The operator of the oil exploration project has deserted its obligations to properly plug and abandon and rehabilitate the wells, at least for the near future, due to its finances.
The company, led by Beijing-based CEO Xiaofeng Liu, told the market last month it "acknowledged the delay" in rehabilitating its shale wells which have been sitting idle for nearly a decade.
New Standard Energy's inaction has caught the attention of the WA Greens, who hold four seats in the Upper House and look to gain a balance of power if they regain a winnable seat lost in the last state election.

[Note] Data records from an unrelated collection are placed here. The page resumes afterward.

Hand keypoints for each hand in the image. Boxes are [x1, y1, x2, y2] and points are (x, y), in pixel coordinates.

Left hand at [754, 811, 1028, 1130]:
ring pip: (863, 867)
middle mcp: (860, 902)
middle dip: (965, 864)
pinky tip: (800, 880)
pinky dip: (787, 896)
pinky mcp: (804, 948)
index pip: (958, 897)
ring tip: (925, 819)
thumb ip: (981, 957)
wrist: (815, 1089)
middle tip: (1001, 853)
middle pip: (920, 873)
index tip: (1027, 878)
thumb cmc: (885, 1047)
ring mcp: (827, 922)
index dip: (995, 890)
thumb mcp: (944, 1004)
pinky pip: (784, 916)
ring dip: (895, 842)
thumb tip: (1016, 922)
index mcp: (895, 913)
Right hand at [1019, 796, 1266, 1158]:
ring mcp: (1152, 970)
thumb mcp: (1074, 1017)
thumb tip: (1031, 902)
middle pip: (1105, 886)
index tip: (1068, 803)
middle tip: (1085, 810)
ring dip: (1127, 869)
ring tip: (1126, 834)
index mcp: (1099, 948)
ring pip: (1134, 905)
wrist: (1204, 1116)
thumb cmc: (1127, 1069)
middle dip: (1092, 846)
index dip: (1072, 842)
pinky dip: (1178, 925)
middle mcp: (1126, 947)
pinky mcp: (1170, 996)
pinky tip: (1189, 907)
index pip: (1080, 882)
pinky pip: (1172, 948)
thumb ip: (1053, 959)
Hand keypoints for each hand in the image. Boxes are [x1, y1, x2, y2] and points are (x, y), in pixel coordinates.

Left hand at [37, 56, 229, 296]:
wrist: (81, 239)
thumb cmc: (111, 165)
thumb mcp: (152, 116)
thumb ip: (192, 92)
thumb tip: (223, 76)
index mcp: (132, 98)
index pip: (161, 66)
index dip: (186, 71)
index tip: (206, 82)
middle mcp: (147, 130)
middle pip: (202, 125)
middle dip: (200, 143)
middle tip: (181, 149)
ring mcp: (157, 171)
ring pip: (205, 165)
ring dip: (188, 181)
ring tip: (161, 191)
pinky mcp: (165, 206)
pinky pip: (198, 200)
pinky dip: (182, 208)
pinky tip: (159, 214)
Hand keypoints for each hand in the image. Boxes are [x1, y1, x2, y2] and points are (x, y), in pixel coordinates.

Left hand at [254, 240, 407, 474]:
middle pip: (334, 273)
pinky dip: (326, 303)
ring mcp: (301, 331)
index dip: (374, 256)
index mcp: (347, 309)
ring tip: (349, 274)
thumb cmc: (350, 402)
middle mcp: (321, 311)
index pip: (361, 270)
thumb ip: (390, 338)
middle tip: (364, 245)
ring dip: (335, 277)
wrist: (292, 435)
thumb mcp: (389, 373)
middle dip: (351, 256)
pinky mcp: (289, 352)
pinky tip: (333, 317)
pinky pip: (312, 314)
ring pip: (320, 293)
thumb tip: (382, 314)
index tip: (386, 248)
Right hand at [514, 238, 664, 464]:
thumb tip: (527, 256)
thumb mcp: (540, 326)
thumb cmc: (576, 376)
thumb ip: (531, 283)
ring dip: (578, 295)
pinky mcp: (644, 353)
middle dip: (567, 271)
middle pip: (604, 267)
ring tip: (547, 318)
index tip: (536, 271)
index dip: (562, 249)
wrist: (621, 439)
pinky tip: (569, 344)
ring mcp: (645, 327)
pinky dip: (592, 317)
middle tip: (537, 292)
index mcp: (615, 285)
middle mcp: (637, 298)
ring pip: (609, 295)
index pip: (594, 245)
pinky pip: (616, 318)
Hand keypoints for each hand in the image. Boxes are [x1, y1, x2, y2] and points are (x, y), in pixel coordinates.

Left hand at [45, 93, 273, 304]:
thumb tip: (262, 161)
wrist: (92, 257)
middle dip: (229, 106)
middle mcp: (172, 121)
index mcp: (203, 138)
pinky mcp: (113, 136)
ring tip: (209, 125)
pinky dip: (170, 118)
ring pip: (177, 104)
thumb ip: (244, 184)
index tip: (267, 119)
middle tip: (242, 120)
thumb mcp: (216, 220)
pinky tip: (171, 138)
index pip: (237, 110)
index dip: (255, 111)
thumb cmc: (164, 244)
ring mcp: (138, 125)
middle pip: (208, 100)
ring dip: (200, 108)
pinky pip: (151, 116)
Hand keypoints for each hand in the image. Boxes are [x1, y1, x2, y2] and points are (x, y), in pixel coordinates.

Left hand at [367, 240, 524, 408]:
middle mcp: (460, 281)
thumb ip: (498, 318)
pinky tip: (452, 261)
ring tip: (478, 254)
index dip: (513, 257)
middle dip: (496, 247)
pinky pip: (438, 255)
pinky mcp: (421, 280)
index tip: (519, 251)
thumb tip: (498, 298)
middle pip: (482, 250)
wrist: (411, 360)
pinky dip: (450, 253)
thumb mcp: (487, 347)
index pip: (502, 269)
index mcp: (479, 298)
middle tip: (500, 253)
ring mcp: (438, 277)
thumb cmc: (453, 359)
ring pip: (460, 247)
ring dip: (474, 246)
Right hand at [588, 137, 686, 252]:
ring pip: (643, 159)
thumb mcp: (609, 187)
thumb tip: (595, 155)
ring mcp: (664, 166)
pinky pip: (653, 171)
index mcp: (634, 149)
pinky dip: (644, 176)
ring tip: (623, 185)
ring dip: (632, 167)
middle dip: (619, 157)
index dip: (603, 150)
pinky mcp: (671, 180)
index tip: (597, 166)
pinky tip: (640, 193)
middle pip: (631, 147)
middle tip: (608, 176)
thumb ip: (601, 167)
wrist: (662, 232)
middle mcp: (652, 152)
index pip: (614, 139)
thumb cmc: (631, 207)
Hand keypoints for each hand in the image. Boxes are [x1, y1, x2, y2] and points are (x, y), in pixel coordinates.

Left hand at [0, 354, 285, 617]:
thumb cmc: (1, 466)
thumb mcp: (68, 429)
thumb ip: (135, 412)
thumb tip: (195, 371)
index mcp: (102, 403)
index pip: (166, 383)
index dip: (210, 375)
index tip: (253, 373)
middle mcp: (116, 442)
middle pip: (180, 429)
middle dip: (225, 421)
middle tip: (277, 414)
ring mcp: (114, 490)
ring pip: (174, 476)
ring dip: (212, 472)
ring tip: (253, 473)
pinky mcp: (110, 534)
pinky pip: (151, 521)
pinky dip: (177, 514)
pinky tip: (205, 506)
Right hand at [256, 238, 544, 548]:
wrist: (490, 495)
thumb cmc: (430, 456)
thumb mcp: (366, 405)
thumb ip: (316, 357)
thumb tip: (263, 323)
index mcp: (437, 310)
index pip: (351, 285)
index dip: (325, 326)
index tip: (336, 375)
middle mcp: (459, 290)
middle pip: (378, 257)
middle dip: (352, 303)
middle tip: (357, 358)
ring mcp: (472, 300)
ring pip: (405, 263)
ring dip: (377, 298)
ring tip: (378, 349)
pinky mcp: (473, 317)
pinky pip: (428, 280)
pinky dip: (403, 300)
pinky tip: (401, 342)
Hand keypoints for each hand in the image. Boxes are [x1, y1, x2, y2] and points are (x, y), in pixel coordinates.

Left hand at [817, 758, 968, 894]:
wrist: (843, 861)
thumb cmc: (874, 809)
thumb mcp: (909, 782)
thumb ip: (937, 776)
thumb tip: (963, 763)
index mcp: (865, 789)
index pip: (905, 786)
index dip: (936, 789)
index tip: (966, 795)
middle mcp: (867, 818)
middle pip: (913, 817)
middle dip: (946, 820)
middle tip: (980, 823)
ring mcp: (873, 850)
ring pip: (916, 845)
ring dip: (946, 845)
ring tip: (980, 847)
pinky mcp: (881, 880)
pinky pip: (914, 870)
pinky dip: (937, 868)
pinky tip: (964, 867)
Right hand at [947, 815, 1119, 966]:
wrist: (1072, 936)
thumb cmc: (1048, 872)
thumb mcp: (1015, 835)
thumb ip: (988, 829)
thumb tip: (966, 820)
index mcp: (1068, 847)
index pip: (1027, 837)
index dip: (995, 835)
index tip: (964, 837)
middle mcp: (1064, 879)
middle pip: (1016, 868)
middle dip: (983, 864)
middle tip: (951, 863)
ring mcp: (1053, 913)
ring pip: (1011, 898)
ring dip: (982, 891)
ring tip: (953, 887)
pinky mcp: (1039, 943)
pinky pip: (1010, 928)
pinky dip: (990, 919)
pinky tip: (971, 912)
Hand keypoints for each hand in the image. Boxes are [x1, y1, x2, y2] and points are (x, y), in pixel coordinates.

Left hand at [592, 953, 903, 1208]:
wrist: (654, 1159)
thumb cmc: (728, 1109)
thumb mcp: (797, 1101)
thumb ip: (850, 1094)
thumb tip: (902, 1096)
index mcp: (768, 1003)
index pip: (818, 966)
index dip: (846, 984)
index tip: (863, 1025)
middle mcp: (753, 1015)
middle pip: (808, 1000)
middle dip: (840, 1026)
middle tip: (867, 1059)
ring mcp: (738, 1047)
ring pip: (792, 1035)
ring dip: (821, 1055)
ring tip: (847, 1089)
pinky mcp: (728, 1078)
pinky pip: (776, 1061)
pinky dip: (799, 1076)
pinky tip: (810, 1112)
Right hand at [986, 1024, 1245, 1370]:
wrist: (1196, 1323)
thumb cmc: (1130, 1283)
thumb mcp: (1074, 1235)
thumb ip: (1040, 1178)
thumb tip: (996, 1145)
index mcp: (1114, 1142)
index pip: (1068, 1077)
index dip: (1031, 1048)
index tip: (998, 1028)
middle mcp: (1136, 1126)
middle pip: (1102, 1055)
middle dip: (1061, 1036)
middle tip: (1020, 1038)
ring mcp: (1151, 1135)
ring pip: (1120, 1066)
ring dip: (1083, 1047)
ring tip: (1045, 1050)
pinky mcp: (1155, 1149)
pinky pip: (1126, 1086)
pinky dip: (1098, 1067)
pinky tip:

Greens MP and party spokesperson for mining Robin Chapple said New Standard's failure to "take into account" its failed operations and cleanup costs was "totally unacceptable in WA."
"This ecological risk that unplugged wells represent is huge - they represent a breach of agreement far beyond any slap on the wrist currently being offered by DMIRS," Chapple said.
Chapple, a life-long anti-fraccing campaigner, cited the fact the wells had remained not been properly plugged and abandoned, for nearly a decade as a failure on both the Liberal Colin Barnett government and successive Labor McGowan government.
"Blatantly abandoning operational responsibility flies in the face of respectable trade practice in WA - and having two governments fail to act on this has only spread the failure of accountability" Chapple said.
"If we don't have a government with the spine to enforce those penalties then they undermine the industry on the whole."
The Greens are calling for an orphan wells fund and said the mines, petroleum and energy minister needed to take a bond from companies operating onshore in the event they fail.
Currently DMIRS are considering penalising New Standard Energy by charging the company under the Petroleum and Geothermal Energy Resources Act.
Penalties would amount to just $10,000 per offence, and could be laid against the company on a day-by-day basis. This is considerably small considering the cost of abandoning and rehabilitating the well sites, and associated infrastructure including an airstrip, could reach the tens of millions of dollars.
New Standard was suspended from the ASX in October last year after it failed to tell shareholders and the market the cost of properly rehabilitating and abandoning its well sites.
The company remains suspended to this day.
According to its quarterly cash flow report, New Standard Energy had just $394,000 in the bank.